Specific problems related to cerebral injury also occur but seem to be predominant in children with severe trauma. Recent findings of frequent damage to the frontal and temporal lobes may account for the neurocognitive and some of the behavioral sequelae. Following severe traumatic brain injury, frontal lobe tasks such as the Tower of London test are affected, even in children with normal MRI scans. These children do have physiologic problems such as decreased CBF in the frontal lobes. Volumetric studies have shown that the tissue loss appears to be predominantly gray matter of the frontal lobe. Thus the common complaint from the family that the child is not the same as before is probably true. With increased information about frontal circuits that may play a role in stress, depression, and possibly other higher functions, subtle changes in performance and behavior may well have a neurochemicoanatomic basis.

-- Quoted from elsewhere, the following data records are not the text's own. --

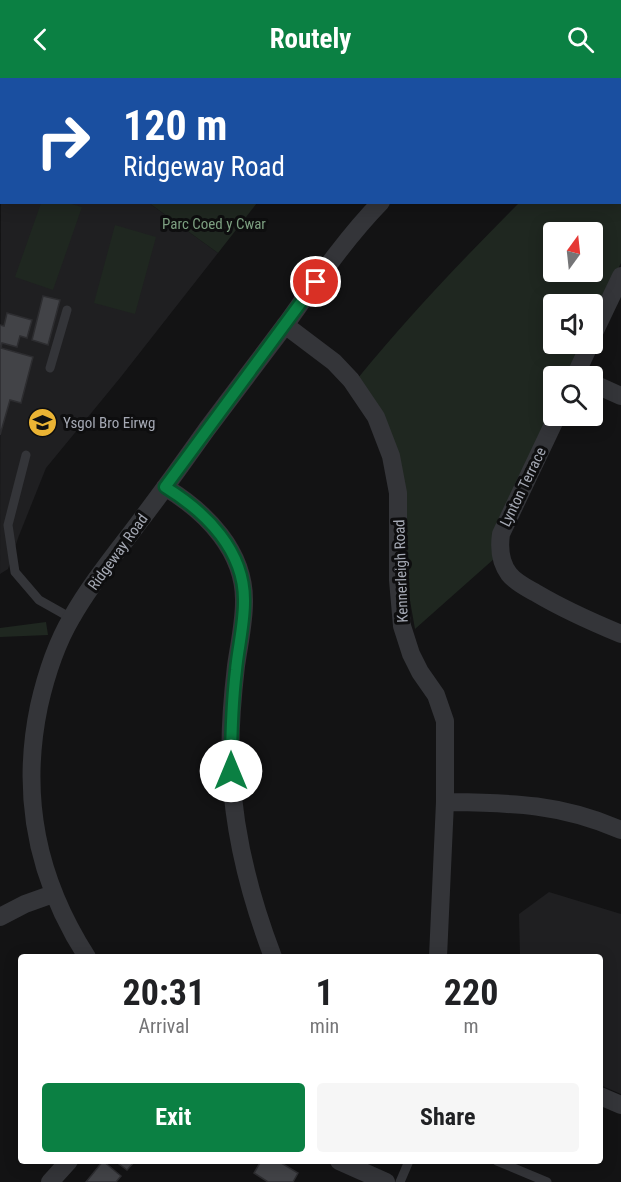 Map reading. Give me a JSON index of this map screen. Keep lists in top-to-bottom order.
{
  "streets": {
    "street": ["Lynton Terrace", "Ridgeway Road", "Kennerleigh Road"]
  },
  "crossings": [
    ["Ridgeway Road", "Kennerleigh Road"]
  ],
  "parks": ["Parc Coed y Cwar"],
  "places": {
    "school or university": ["Ysgol Bro Eirwg"]
  },
  "north": "top",
  "page": {
    "header": "Routely",
    "turn": ["120 m", "Ridgeway Road"],
    "eta": [
      "20:31",
      "Arrival",
      "1",
      "min",
      "220",
      "m"
    ],
    "buttons": ["Exit", "Share"]
  }
} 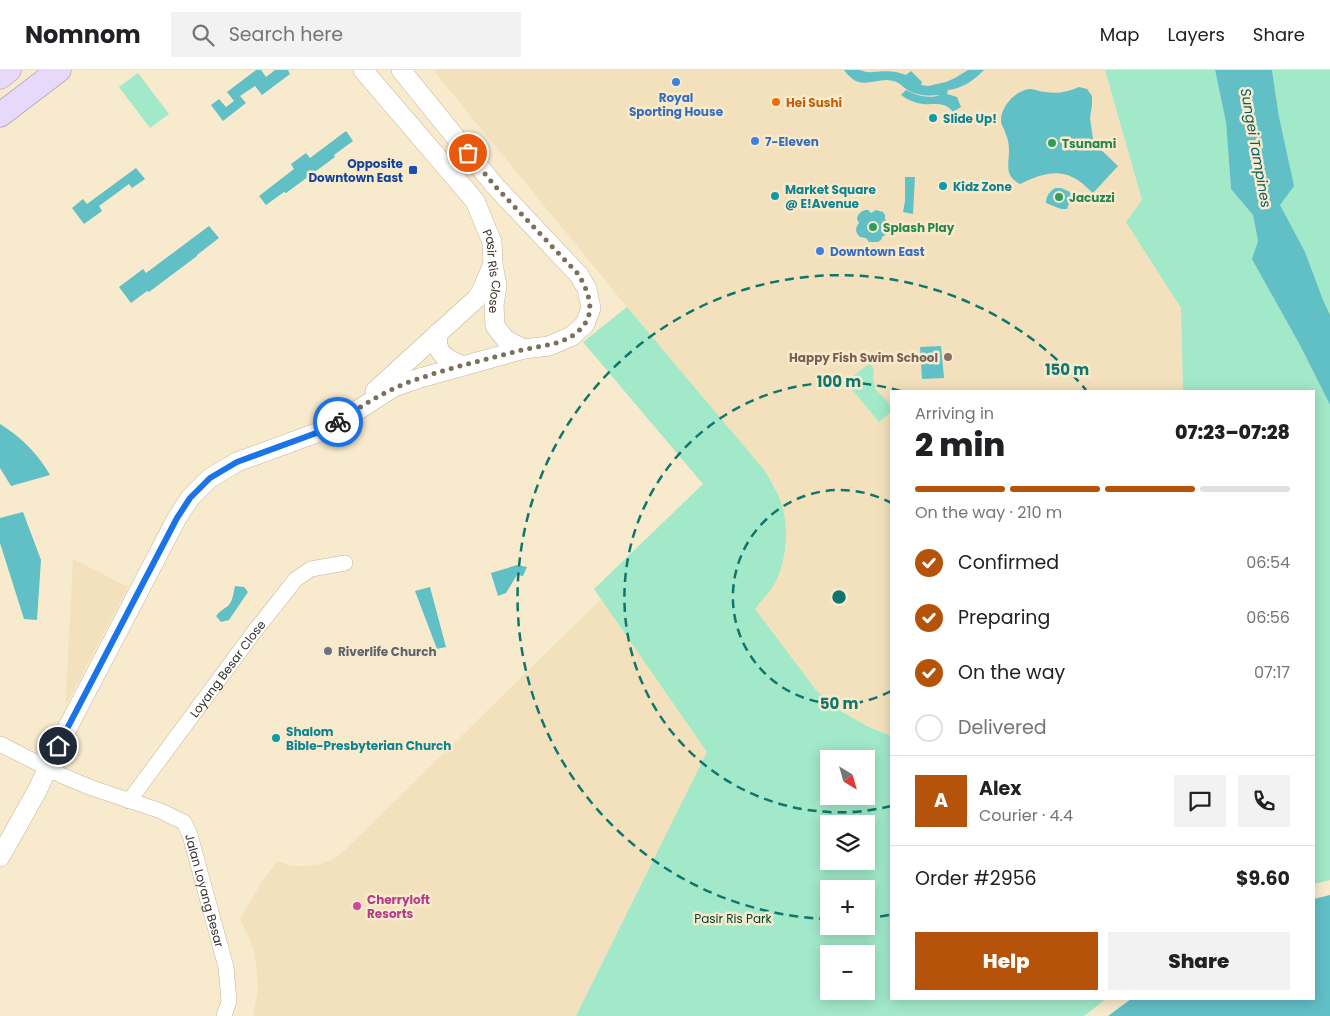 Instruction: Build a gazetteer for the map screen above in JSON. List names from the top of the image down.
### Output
{
  "streets": {
    "street": ["Pasir Ris Close", "Loyang Besar Close", "Jalan Loyang Besar"]
  },
  "crossings": [
    ["Loyang Besar Close", "Jalan Loyang Besar"]
  ],
  "water": ["Sungei Tampines"],
  "parks": ["Pasir Ris Park"],
  "places": {
    "other": [
      "Royal Sporting House",
      "Hei Sushi",
      "Slide Up!",
      "7-Eleven",
      "Tsunami",
      "Kidz Zone",
      "Market Square @ E!Avenue",
      "Jacuzzi",
      "Splash Play",
      "Downtown East",
      "Happy Fish Swim School",
      "Riverlife Church",
      "Shalom Bible-Presbyterian Church",
      "Cherryloft Resorts"
    ],
    "transit": ["Opposite Downtown East"]
  },
  "north": "bottom right",
  "page": {
    "header": "Nomnom",
    "search": "Search here",
    "nav": ["Map", "Layers", "Share"],
    "heading": ["2 min", "Arriving in", "07:23–07:28"],
    "panel": [
      "Alex",
      "Courier · 4.4",
      "Order #2956",
      "$9.60"
    ],
    "bar": "On the way · 210 m",
    "list": [
      ["Confirmed", "06:54"],
      ["Preparing", "06:56"],
      ["On the way", "07:17"],
      "Delivered"
    ],
    "map_buttons": ["+", "−"],
    "round": "A",
    "buttons": ["Help", "Share"]
  },
  "rings": ["150 m", "100 m", "50 m"]
} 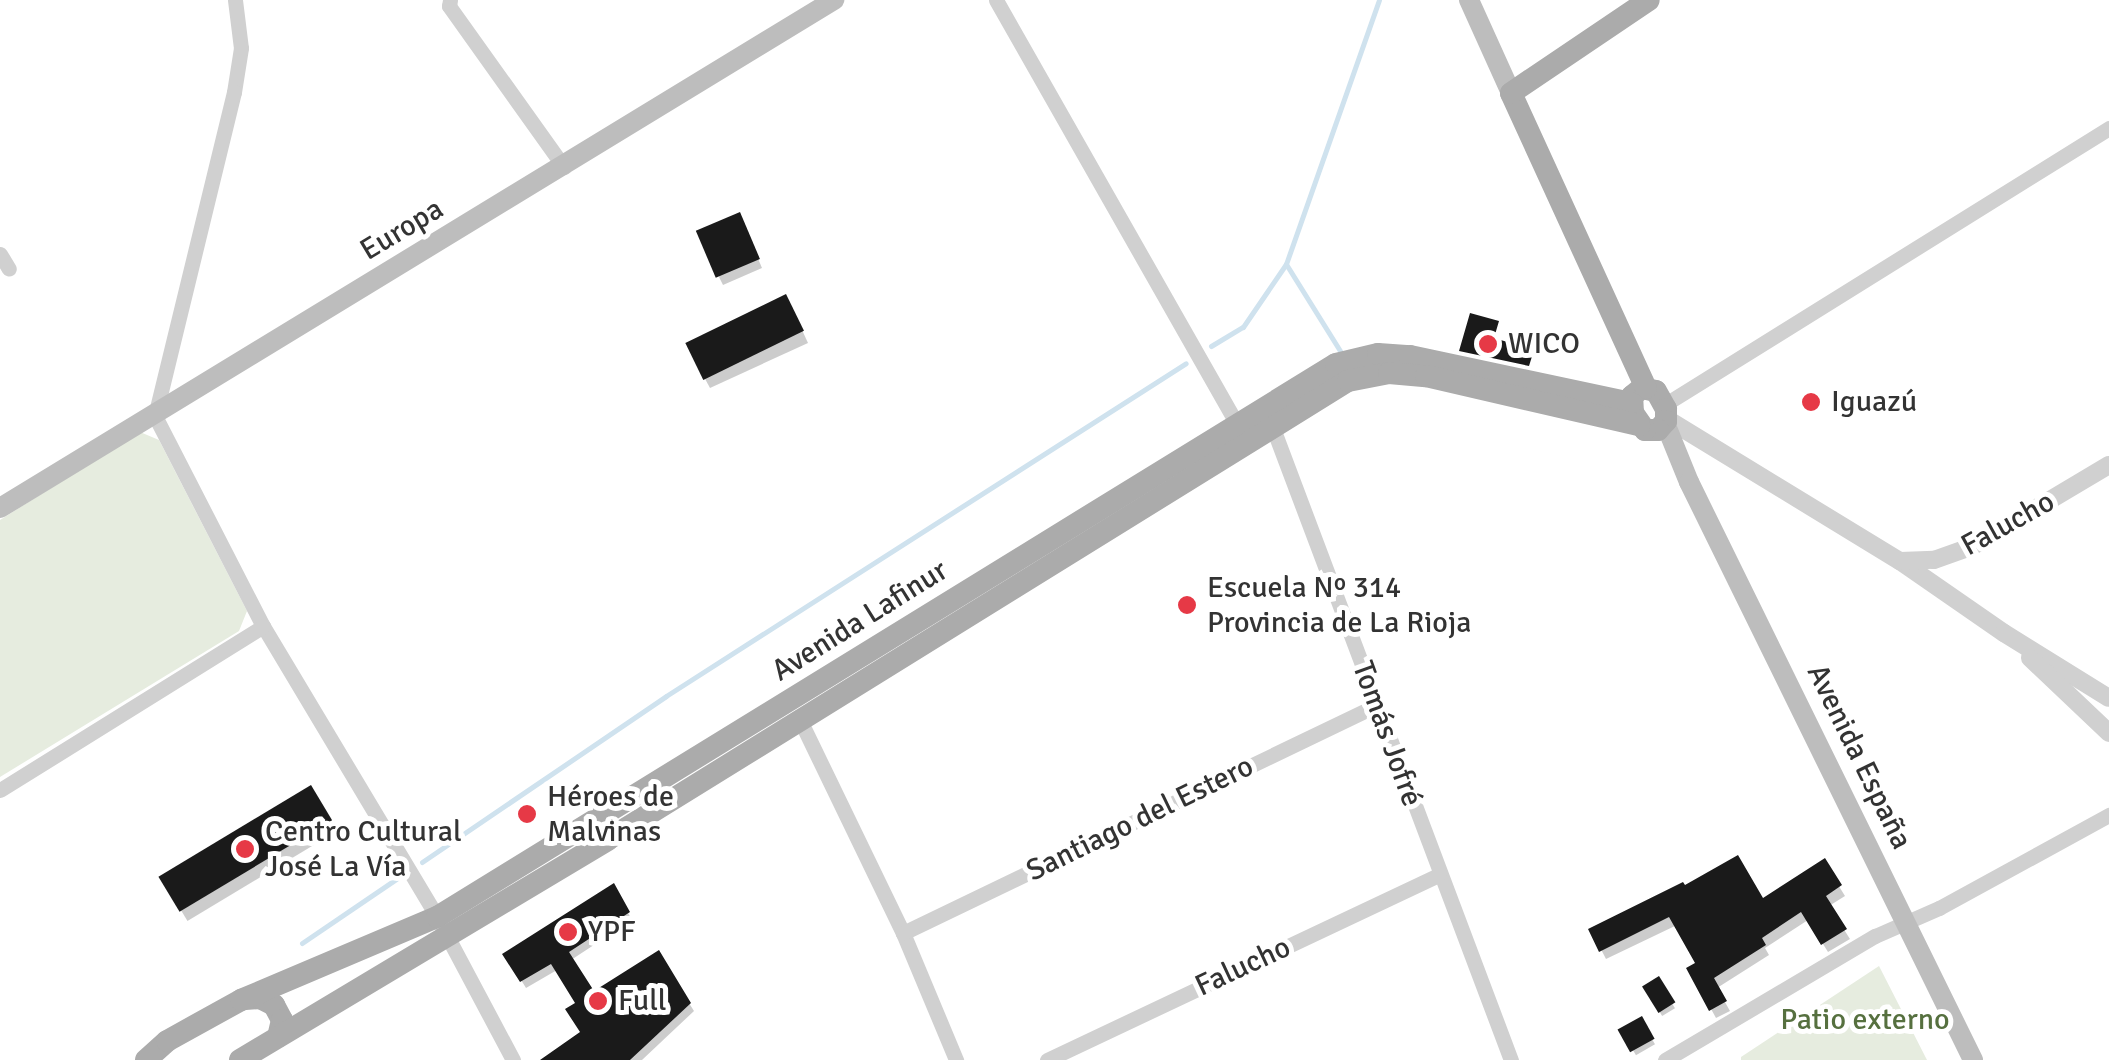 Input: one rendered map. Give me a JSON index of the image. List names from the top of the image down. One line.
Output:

The effects of head injury on psychiatric disturbance has been another area of question. An increased occurrence of new psychiatric problems occurs even after moderate or minor injuries, with more reliable increases after severe injury. Whether these too will turn out to be the result of interference in the frontal-thalamic-brainstem circuits remains to be seen. Similarly, problems with memory, concentration, behavior, and impulse control all occur. The problem of neurotoxin transmitter release and other biochemical alterations may be the pathology that underlies these subtle problems, which are not easily correlated with MM abnormalities. If this is the case then the role of chemical mediators may not be measurable by looking at mortality data but only by measures of cognitive recovery.

It is clear that severe head injury almost always results in some measurable alteration in cerebral function: neurologic, cognitive, psychiatric, or social. Whether the pathology that is responsible for severe disability, the vegetative state, and death is the same as that responsible for the more subtle changes is not clear, but current evidence suggests that there are differences. The major two are the lack of evidence of secondary ischemic injury and the relatively low incidence of diffuse axonal injury that is reported in follow-up MM scans. The pathophysiology of death from head injury may be different from that associated with recovery, not because there is simply less intensity of injury but because different pathologic, processes are occurring. If this is true, it suggests that best therapy should not be based on information obtained from the study of mortality but from studies of recovery.

CONCLUSION

Severe accidental head injury in children carries a low mortality rate of approximately 20%. The outcome is dependent on:

1. severity of injury as measured by the GCS;

2. associated shock;

3. hypoxia in the emergency room;

4. initial CT scan;

5. pupil reflexes.

These factors, in combination, have the best predictive value for mortality. Recovery, if it occurs, can be equally good with any GCS. The pathology is variable over the time course of the injury and includes primary and secondary factors that can influence the outcome. Early pathology is hypoxia, ischemia, shock, and intracranial operative mass lesions. Later, brain swelling and raised ICP occur. This is then followed by brain edema, secondary ischemic swelling, increased outflow resistance to CSF, traumatic aneurysms and, later, hydrocephalus and epilepsy. The best therapy then changes over time and a clear understanding of the changing pathophysiology is important. The cause of death appears to be severe brain injury with raised ICP and usually occurs in the first 48 h. The pathology in children who die or are in a vegetative state is DAI, brain swelling, and secondary ischemic injury. In children who survive it seems that the pathology is less commonly DAI, there is little evidence of ischemia, and focal contusions of the frontal and temporal are the most frequent findings. In addition, loss of cortical gray matter volume in the frontal lobes is common.

In children who do not die, a high incidence of subtle or blatant changes in cognition, social function, and behavior is seen, and long-term support is required to maximize the recovery process. Efforts to prevent injury and support systems to maximize social recovery are essential components of any trauma system.